• Musulmanes palestinos oran en la zona de Bab al-Dahabi, en la Explanada de la Mezquita Al-Aqsa, Al-Quds (Jerusalén), 22 de febrero de 2019. (Foto: AFP)
Publicada: domingo, 17 de marzo de 2019 16:49
Actualizada: lunes, 18 de marzo de 2019 8:09

Un tribunal israelí, en un nuevo acto provocativo, ha ordenado este domingo el cierre de un lugar santo en la Explanada de las Mezquitas de la ciudad de Al-Quds.

El tribunal de primera instancia de Al-Quds (Jerusalén), en manos de la corte administrativa israelí, ha anunciado que ha aceptado a trámite una solicitud presentada por funcionarios del régimen de Israel para cerrar la zona de Bab al-Dahabi (la Puerta Dorada), en la explanada de la Mezquita Al-Aqsa.

El dictamen ha sido pronunciado en medio de la escalada de tensiones entre las autoridades israelíes y el Consejo Islámico de Waqf —oficio de bienes religiosos musulmanes de Al-Quds— sobre las restricciones de Israel a la entrada de los palestinos en el recinto de Al-Aqsa.

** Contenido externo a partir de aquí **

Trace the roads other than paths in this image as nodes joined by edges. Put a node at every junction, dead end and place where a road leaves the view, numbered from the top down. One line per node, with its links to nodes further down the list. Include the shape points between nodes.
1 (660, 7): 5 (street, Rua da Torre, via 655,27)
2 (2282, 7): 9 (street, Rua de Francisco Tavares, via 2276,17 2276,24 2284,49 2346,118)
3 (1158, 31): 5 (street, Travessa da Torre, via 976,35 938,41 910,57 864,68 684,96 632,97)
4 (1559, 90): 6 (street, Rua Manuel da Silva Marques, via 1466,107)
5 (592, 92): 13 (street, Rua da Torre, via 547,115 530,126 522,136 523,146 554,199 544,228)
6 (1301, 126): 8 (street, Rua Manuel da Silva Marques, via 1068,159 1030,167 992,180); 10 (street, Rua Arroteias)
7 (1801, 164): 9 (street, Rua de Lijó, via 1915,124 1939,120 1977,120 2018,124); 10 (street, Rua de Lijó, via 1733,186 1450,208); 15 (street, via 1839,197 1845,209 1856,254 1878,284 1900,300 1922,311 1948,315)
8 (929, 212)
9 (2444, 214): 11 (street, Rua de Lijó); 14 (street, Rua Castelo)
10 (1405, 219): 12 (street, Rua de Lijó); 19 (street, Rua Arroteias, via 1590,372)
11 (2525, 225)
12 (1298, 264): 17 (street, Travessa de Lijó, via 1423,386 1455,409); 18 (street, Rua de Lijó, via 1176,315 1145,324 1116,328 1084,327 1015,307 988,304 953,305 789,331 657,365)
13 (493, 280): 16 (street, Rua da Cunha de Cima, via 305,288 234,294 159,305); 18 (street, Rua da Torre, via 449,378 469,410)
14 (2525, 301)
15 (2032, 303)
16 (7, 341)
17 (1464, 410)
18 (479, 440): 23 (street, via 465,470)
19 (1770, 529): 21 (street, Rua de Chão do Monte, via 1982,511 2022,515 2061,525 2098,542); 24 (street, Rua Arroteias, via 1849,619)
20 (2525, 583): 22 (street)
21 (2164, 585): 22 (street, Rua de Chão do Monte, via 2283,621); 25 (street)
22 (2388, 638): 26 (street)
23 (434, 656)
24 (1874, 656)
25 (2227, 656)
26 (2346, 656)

Al anunciar su decisión, el tribunal israelí también le ha concedido al Waqf un plazo máximo de 60 días para posicionarse sobre esta nueva orden de cierre, según un comunicado publicado por la corte.

La medida ha sido adoptada casi un mes después de que cientos de palestinos, encabezados por líderes del Waqf, lograran ingresar a la zona sagrada de Bab al-Dahabi por primera vez en 16 años y rezaran en el lugar.

 

El área en cuestión consiste en gran parte de un edificio que se usa para realizar los rezos del viernes y fue cerrada el 2003 por las autoridades israelíes bajo la excusa de que se empleaba como un centro para organizar actividades políticas contra el régimen de Tel Aviv.

El cierre de la Mezquita Al-Aqsa es para los musulmanes una clara violación del artículo 18 del Pacto Internacional de Derechos Civiles y Políticos, adoptado en 1966, que estipula que toda persona tiene derecho a la libertad de pensamiento, de conciencia y de religión.

La Mezquita Al-Aqsa es un lugar de suma importancia para los musulmanes. Israel, que se considera a sí mismo el principal propietario de los territorios palestinos, sueña desde el inicio de su ocupación con destruir el centro de culto a fin de transformarlo en un templo judío.

Por su parte, las autoridades palestinas han advertido en reiteradas ocasiones que el “cierre” y los “ataques a los fieles” en Al-Quds, así como cualquier medida que cambie el estado religioso e histórico de la mezquita, solo resultarán en un mayor deterioro de la situación y en una escalada en la ocupada ciudad palestina.